*** GIVEN RECORDS ***

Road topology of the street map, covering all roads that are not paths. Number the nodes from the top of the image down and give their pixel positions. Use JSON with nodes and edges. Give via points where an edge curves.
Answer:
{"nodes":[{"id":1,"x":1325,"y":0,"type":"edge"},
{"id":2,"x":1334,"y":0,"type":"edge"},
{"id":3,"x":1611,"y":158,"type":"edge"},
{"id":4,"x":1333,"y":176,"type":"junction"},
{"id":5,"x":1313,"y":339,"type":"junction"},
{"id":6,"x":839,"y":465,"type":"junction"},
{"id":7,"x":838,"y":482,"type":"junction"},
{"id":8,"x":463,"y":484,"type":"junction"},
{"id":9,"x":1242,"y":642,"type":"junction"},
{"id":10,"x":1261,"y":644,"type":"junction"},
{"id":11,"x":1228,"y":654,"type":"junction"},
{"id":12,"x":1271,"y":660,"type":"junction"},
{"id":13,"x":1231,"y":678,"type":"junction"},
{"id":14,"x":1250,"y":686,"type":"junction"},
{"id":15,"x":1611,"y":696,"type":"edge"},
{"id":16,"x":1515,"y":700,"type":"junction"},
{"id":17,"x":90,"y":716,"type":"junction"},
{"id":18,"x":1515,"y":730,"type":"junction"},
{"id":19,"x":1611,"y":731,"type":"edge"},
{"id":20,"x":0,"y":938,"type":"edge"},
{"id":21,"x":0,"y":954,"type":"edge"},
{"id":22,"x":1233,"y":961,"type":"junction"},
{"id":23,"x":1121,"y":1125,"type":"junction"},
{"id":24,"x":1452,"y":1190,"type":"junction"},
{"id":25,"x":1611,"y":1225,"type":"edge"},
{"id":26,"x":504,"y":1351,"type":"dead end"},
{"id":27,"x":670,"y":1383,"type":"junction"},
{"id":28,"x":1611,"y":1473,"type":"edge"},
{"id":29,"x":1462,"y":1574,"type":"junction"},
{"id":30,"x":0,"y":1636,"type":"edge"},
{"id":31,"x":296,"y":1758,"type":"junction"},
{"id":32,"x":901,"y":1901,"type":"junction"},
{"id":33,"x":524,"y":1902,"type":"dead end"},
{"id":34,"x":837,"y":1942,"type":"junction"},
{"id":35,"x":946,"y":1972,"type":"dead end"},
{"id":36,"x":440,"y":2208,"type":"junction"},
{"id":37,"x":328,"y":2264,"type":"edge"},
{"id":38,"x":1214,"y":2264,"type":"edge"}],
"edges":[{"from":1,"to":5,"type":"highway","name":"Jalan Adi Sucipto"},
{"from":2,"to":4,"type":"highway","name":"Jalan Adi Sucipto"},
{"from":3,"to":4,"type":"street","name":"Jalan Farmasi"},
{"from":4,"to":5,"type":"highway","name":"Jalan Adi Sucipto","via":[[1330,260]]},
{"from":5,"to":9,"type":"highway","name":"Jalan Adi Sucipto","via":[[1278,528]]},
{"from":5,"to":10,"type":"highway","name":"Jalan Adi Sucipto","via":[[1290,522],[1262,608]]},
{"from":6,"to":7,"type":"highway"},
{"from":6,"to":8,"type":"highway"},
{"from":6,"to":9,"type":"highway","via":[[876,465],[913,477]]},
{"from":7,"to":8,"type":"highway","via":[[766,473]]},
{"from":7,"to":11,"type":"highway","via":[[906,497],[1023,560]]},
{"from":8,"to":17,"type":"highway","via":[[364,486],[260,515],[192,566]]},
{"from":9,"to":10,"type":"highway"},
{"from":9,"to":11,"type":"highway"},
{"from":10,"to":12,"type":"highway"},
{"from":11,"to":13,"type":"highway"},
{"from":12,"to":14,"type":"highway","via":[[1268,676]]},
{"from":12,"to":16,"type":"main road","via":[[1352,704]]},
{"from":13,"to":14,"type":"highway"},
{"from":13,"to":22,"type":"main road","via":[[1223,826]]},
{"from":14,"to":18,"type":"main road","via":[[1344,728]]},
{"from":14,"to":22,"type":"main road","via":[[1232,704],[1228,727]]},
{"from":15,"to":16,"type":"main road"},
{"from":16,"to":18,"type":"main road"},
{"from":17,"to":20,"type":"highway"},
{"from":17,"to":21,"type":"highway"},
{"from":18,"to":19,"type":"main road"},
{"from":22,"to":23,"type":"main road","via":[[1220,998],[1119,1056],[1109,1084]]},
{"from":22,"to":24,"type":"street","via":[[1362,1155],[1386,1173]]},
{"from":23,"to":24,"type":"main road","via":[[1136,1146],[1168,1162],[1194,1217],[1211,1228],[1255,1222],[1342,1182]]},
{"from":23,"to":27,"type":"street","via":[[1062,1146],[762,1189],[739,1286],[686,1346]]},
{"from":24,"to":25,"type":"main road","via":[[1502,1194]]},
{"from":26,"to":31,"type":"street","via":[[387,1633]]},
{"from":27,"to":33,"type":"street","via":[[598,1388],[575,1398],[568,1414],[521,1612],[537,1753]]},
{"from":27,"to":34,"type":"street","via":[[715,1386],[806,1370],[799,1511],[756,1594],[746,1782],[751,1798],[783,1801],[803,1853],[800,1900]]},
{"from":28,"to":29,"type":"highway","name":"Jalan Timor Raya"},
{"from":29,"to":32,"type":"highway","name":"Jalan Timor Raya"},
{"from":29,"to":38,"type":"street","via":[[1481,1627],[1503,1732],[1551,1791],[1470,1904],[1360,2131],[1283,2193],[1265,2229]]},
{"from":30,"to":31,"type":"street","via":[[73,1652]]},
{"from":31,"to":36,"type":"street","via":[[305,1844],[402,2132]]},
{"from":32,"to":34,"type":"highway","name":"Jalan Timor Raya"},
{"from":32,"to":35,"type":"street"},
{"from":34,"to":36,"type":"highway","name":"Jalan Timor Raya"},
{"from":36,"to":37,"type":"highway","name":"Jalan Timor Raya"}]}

*** End of GIVEN RECORDS ***
*** GIVEN RECORDS ***

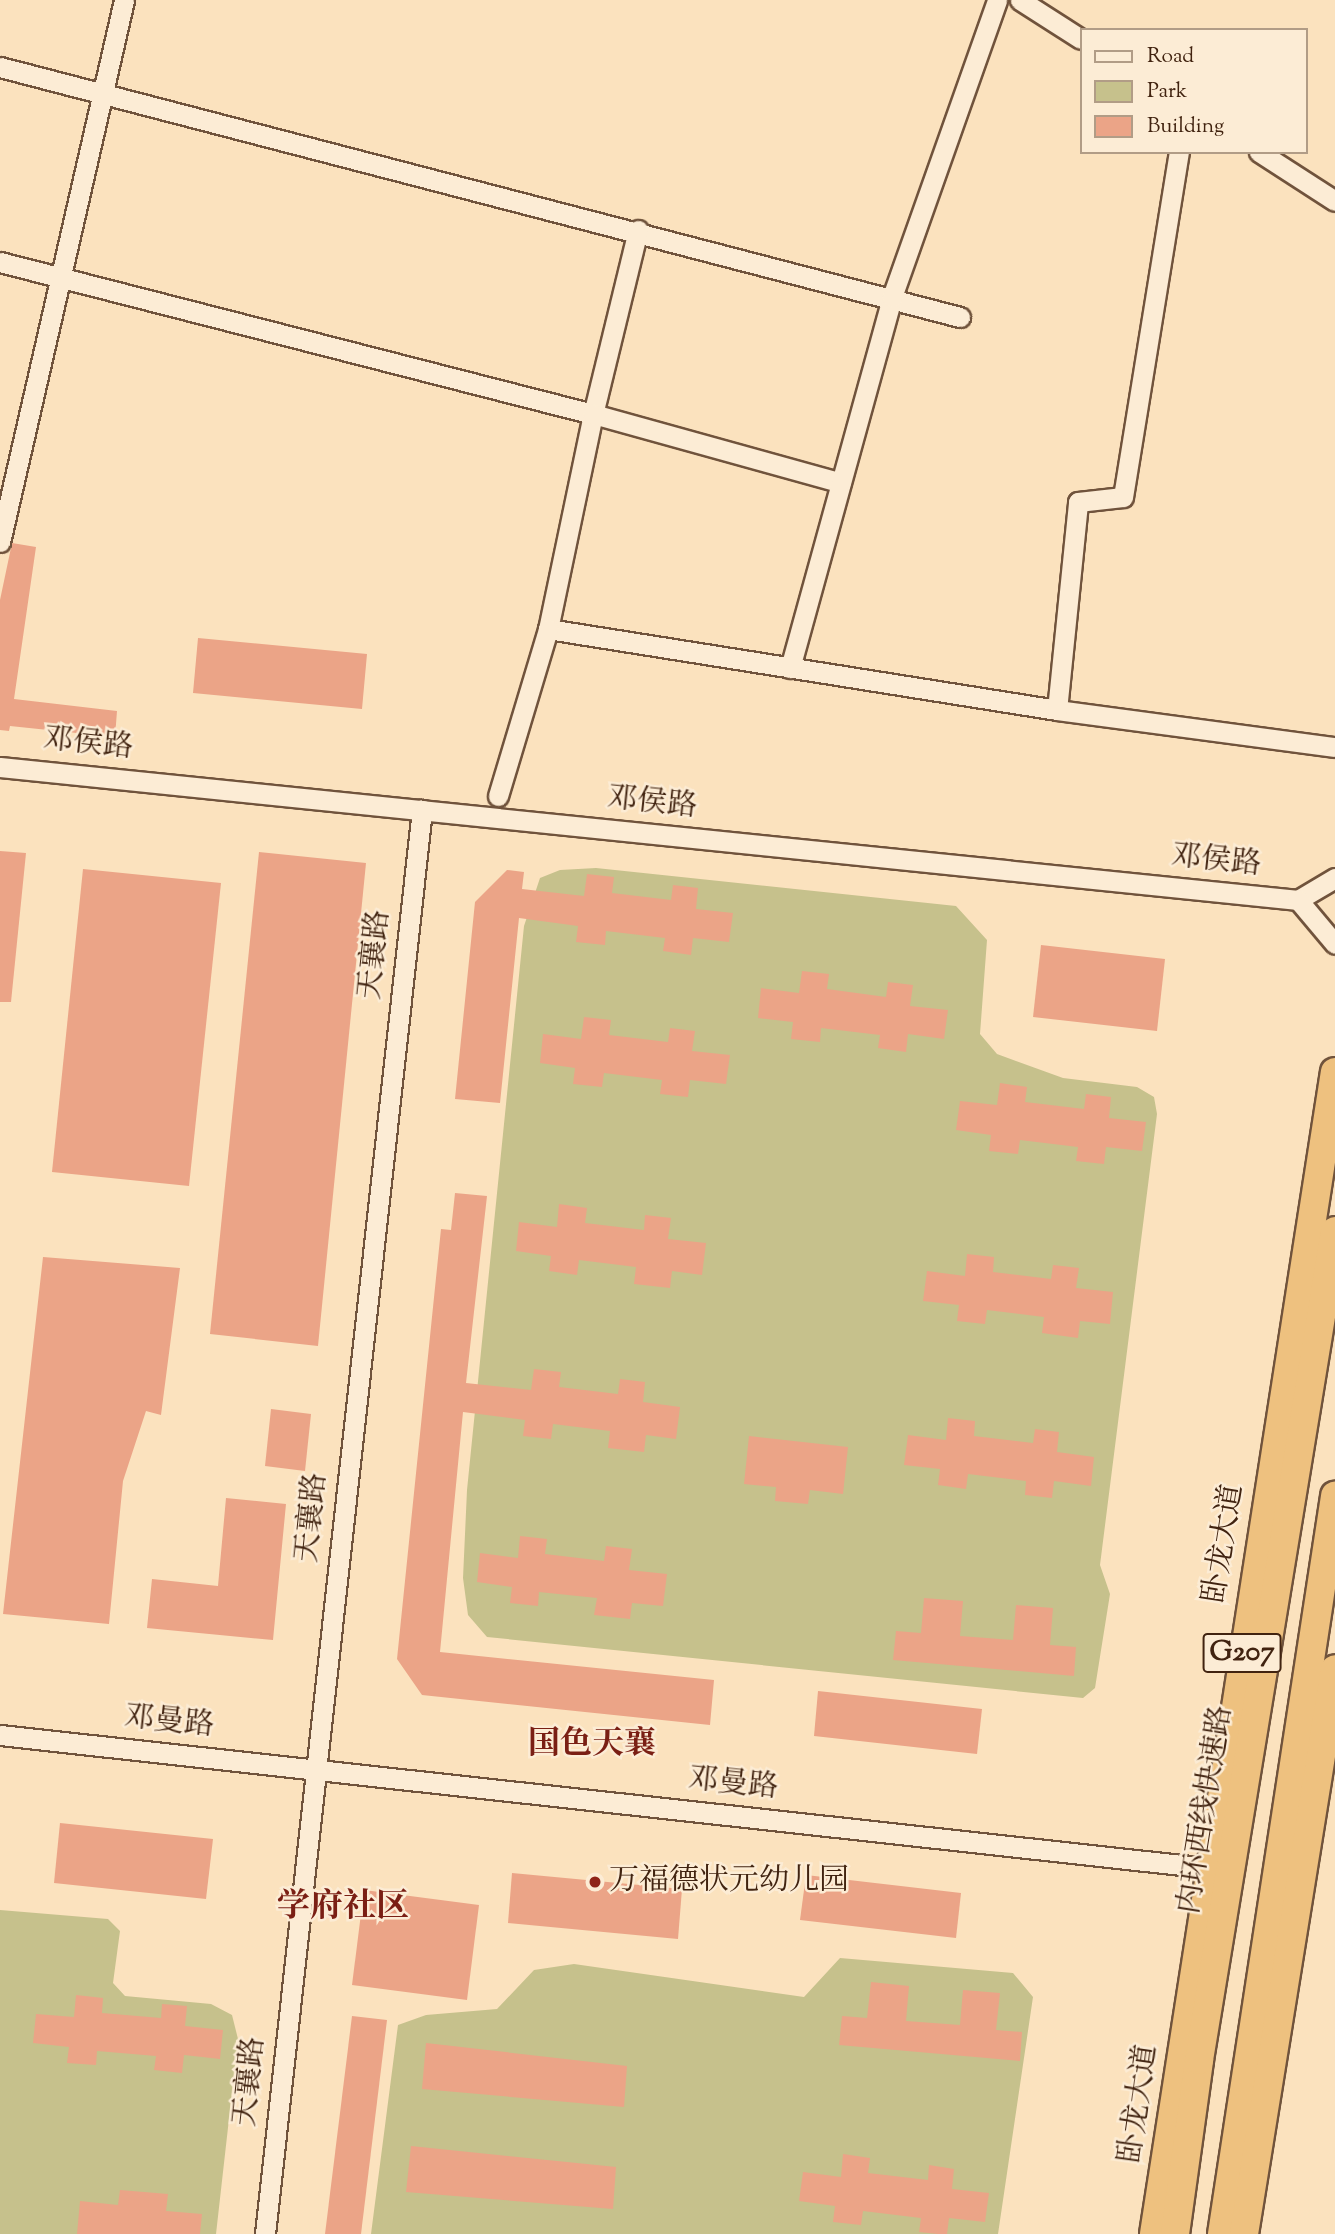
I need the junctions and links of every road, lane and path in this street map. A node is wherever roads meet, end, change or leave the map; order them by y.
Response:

*** End of GIVEN RECORDS ***

TO DO
Within the listing above, how many lines hold the string "roads"? Answer with the number only.

ANSWER FOR THIS EXERCISE
2